• What is needed:
Return the lines of the material below exactly, beginning with the line that has "index tip: (414, 303)" in it and finishing with the line that has "pinky pip: (214, 181)" in it. Leave all pictures aside.

• Data:
"""
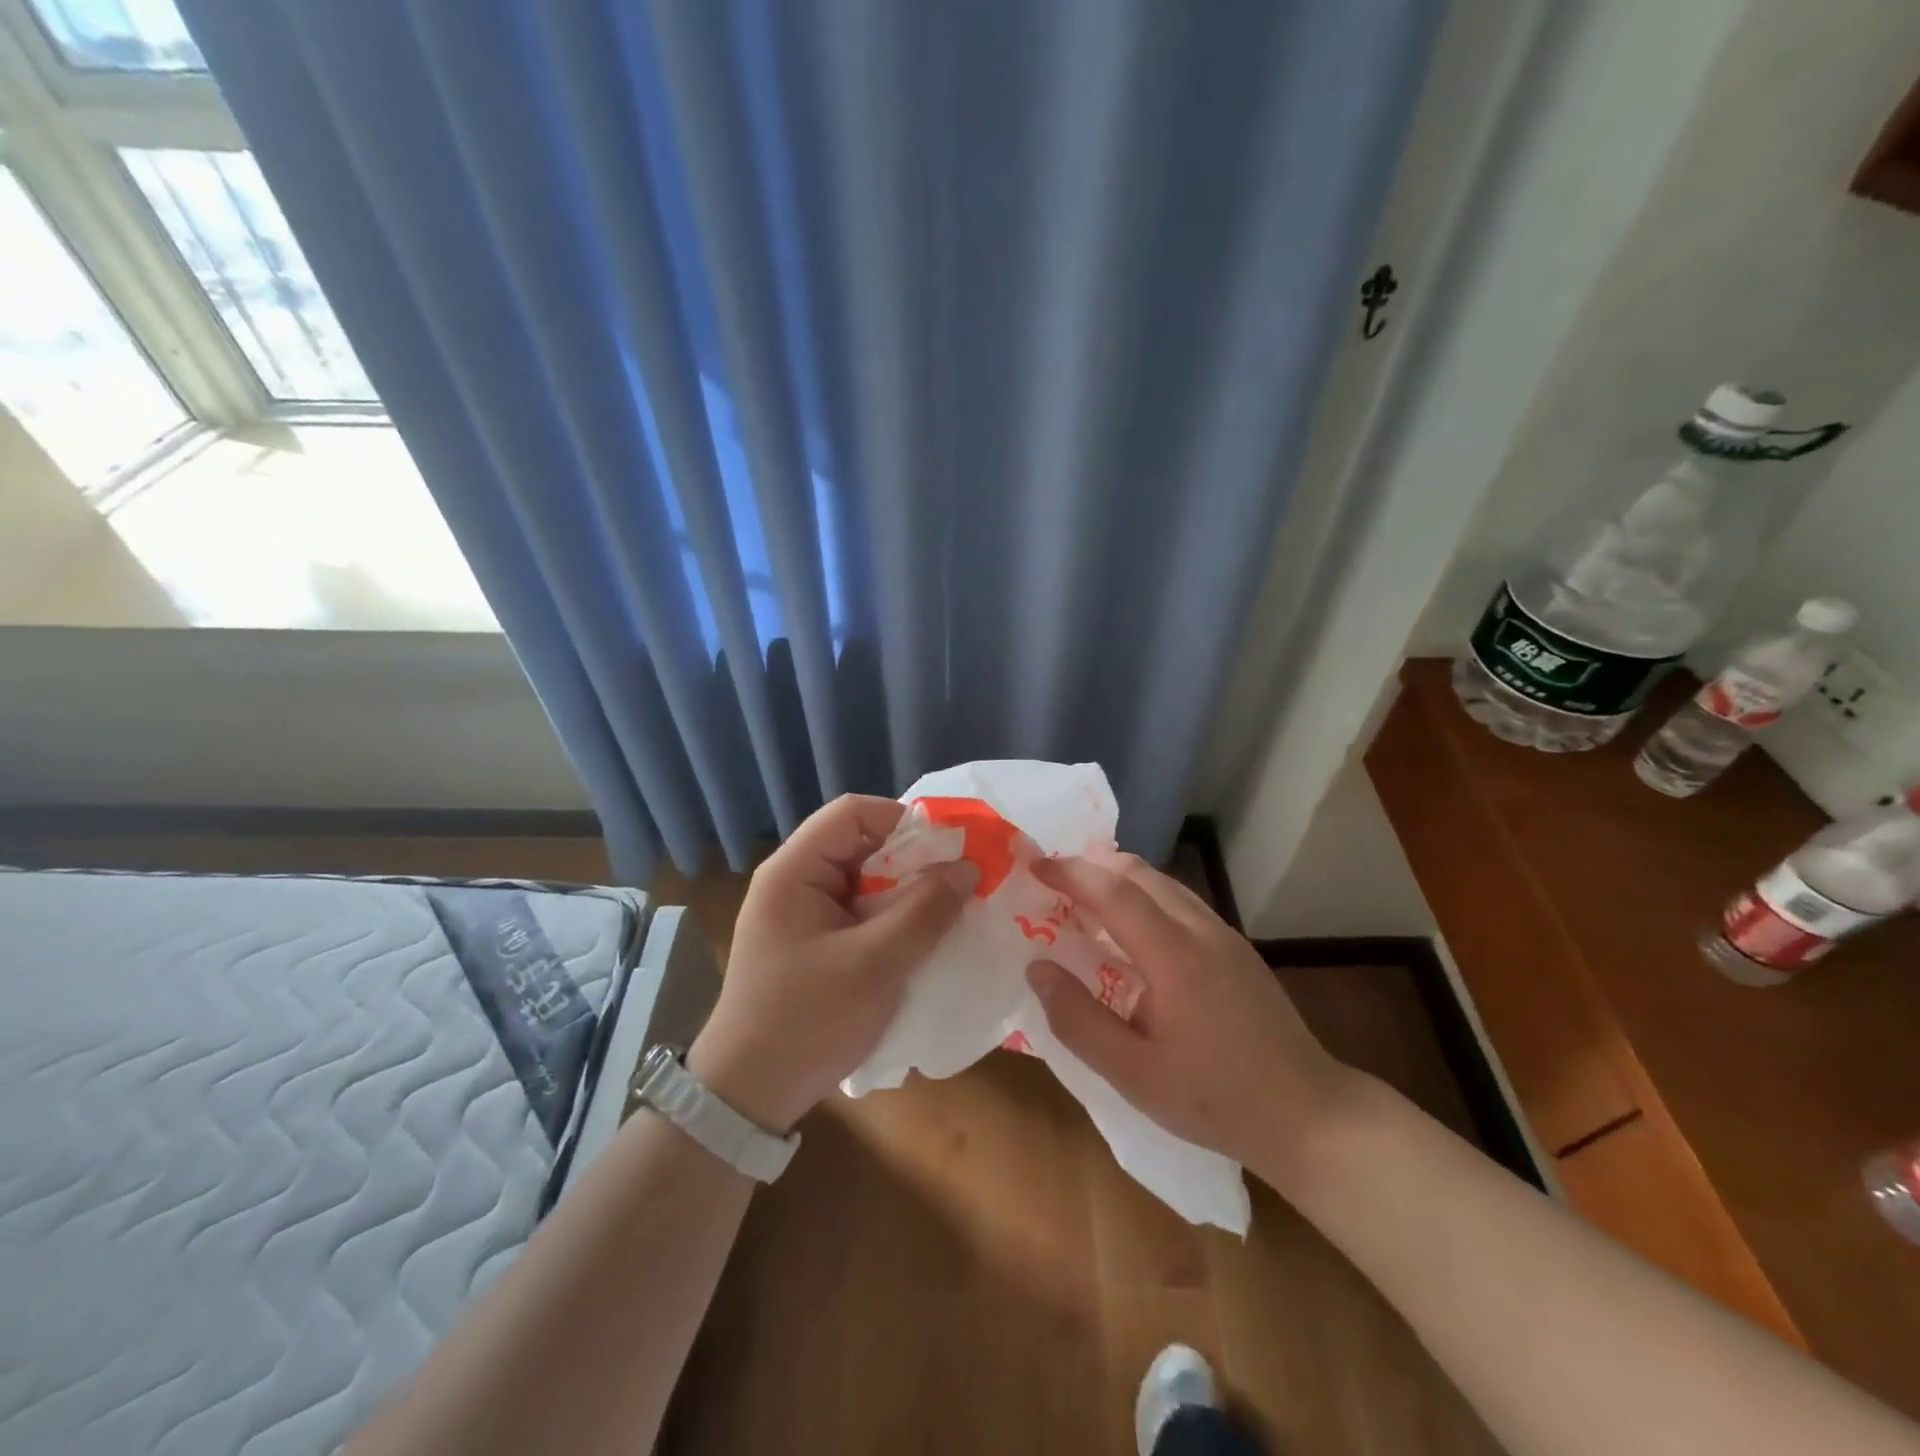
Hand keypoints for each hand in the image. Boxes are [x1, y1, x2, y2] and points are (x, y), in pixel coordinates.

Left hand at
"""
"""
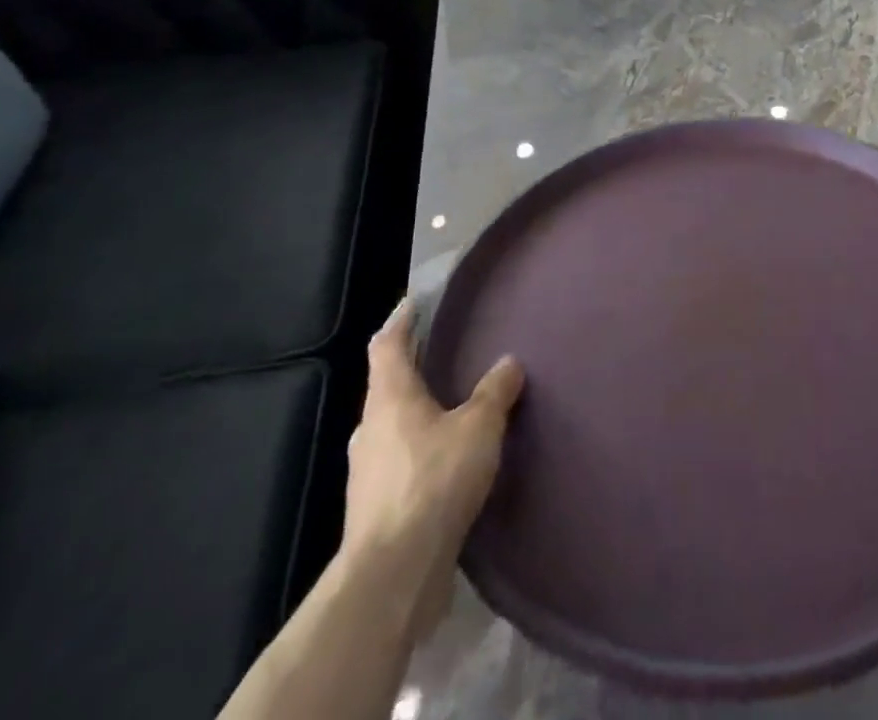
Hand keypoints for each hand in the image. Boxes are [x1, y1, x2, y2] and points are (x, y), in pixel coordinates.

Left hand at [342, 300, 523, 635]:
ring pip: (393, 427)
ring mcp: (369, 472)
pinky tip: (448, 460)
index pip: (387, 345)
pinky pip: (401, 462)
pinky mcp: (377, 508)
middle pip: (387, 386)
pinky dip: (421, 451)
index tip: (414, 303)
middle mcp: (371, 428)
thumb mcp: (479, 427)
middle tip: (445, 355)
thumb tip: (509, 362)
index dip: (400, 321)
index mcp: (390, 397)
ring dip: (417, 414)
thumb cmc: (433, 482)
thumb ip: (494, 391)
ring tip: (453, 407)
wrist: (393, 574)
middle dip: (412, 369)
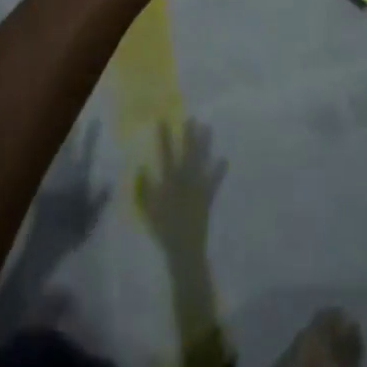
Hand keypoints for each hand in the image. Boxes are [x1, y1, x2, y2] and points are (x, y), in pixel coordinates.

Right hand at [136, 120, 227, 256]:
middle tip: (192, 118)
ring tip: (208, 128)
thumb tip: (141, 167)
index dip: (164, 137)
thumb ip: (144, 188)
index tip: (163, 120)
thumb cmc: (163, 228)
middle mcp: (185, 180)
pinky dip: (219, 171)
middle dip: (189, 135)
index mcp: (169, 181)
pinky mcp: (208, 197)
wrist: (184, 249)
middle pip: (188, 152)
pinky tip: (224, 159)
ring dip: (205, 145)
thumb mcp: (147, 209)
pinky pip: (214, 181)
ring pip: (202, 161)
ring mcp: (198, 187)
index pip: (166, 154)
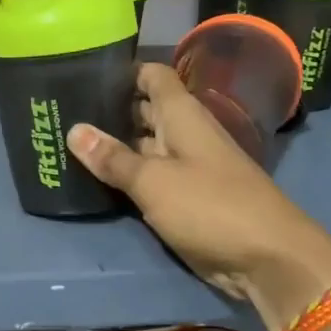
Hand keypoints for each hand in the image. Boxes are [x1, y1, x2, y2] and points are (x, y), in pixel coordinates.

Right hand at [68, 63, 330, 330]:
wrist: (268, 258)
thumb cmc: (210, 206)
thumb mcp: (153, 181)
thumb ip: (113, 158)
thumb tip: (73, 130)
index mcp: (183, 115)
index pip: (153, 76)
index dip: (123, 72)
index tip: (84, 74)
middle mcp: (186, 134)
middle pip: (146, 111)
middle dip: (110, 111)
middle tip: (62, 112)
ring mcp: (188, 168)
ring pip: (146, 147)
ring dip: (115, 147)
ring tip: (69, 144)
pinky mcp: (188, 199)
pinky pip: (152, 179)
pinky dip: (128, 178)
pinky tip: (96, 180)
"""
"""
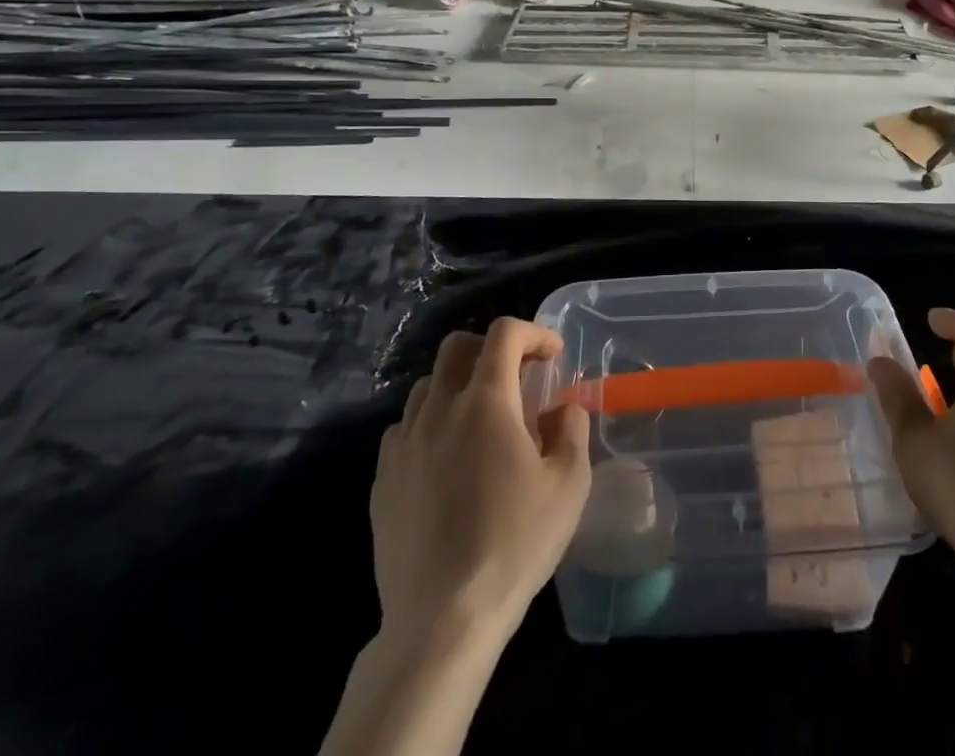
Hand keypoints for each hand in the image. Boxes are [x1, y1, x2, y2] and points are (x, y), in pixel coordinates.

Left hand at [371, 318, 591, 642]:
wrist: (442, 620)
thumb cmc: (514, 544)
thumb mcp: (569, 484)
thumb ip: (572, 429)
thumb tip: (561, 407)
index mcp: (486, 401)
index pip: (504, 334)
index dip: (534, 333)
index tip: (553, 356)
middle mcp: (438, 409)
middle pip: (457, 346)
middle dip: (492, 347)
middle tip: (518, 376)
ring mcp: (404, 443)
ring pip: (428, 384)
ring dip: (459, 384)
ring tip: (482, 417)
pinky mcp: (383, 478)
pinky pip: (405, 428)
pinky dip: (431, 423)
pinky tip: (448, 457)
"""
• Final answer:
index tip: (414, 303)
middle mcp: (371, 428)
thumb mcp: (479, 427)
middle tip: (445, 355)
thumb tip: (509, 362)
index dip: (400, 321)
index mcp: (390, 397)
ring dip: (417, 414)
thumb cmc: (433, 482)
thumb ip: (494, 391)
ring tip: (453, 407)
wrist: (393, 574)
middle dip: (412, 369)
Hand keypoints for each hand in the image. Boxes are [x1, y1, x2, y2] and points are (x, y), in pixel coordinates.

Right hand at [136, 120, 227, 256]:
middle tip: (192, 118)
ring tip: (208, 128)
thumb tip: (141, 167)
index dip: (164, 137)
thumb ip: (144, 188)
index tip: (163, 120)
thumb cmc: (163, 228)
middle mcp: (185, 180)
pinky dip: (219, 171)
middle dip: (189, 135)
index mcp: (169, 181)
pinky mcp: (208, 197)
wrist: (184, 249)
middle pip: (188, 152)
pinky tip: (224, 159)
ring dip: (205, 145)
thumb mcp: (147, 209)
pinky pip: (214, 181)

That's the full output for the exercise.